One of many stalls selling fresh fish
These eggs are not date stamped with a "Fresh Before" date that we see in our manufacturing plant-style eggs that roll off the assembly lines and are trucked to the major North American cities for distribution. The difference in taste between a just-laid egg, and a long-distance-market-egg is amazing, with bright yellow, firm yolks that hold their shape in the frying pan.  Maybe marketplaces like this are the origin of "Buy Fresh Eat Fresh" slogan that marketing gurus like to take credit for inventing.

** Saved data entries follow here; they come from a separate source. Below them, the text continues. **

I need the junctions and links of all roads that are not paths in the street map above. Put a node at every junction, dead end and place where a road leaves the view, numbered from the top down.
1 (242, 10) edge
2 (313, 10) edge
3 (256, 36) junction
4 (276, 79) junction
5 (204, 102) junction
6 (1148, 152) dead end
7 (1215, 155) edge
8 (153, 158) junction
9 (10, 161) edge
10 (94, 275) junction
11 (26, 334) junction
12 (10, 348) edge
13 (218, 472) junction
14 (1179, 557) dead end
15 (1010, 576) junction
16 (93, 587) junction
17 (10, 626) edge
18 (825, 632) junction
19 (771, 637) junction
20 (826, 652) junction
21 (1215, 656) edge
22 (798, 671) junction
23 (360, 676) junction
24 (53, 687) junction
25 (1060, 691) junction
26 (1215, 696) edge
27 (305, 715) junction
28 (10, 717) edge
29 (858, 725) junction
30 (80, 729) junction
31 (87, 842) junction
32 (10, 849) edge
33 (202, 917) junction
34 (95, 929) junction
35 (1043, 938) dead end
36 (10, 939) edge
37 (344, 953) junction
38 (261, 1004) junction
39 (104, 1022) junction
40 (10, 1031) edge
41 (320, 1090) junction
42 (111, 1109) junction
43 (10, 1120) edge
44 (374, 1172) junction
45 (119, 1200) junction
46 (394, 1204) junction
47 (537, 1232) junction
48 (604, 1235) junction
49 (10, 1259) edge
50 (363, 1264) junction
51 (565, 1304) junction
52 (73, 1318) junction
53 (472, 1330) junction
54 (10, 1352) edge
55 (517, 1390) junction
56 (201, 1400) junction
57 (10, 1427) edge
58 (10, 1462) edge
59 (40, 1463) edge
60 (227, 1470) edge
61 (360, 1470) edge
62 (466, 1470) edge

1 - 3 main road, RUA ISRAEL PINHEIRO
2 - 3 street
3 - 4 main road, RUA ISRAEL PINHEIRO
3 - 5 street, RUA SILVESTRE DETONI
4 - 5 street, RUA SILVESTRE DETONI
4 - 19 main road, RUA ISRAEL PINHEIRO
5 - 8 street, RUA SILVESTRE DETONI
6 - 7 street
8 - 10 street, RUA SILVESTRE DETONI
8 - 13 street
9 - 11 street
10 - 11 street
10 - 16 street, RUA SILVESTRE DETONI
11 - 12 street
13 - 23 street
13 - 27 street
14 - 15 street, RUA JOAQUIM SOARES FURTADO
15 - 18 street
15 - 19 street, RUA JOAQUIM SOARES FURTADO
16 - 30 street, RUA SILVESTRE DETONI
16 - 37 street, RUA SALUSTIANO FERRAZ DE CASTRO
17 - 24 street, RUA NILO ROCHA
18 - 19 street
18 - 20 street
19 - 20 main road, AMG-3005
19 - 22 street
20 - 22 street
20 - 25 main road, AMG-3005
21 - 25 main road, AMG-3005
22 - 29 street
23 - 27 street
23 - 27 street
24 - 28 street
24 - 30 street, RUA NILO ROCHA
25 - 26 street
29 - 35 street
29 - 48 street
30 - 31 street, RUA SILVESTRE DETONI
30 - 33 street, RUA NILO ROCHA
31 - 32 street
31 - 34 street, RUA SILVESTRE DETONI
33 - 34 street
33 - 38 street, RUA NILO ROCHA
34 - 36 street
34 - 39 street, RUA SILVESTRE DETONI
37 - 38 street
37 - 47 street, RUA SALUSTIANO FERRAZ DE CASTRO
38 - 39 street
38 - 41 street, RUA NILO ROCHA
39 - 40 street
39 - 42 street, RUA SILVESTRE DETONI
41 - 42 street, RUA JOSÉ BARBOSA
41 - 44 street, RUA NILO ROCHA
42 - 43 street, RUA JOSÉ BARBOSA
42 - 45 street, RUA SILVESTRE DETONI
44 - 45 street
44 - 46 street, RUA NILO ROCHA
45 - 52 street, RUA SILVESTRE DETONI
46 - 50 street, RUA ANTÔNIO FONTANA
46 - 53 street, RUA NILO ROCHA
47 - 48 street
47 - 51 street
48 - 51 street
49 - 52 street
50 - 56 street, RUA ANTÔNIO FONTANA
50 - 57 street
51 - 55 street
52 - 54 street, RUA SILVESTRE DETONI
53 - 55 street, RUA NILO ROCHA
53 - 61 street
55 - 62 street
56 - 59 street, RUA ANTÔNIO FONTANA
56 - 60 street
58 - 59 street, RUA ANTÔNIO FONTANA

Other market stalls offered a variety of fresh fish, likely caught the previous night by the large boats that we see in the evenings, fishing just east of our island.  A number of stalls sold small plastic sacks of dry dog food, scooped from the fifty-pound bags, enough to feed the family dog for a day or two.  Keeping open pet food around longer than that is like putting out the welcome mat for cockroaches and their extended families to set up housekeeping.

In between the numerous stalls are tiny restaurants of three or four tables, cooking wonderfully aromatic meals.  The big challenge is there are no public washrooms anywhere in this vast area of private homes and impromptu stores - but for about 30 cents, a number of the home owners will let you use their bathrooms.  Just keep an eye out for the signage.

Flowers and furniture!
Everything imaginable is available for purchase from new and used auto parts, hand-made furniture, fresh flowers, fresh produce, very provocative lingerie in a variety of colours and sizes, shampoo, toys and live chickens. (Er, no thanks! I like fresh, but not that fresh.  I'm the person who can't look lobsters in the eye when I see them contained in restaurant display tanks, awaiting their fate.)
Unfortunately our Sunday market excursion was cut short by rain. 
We'll return on another Sunday. 
There is lots more to see.

Hasta Luego
Lynda, Lawrie and Sparky



Murder and Mayhem in paradise.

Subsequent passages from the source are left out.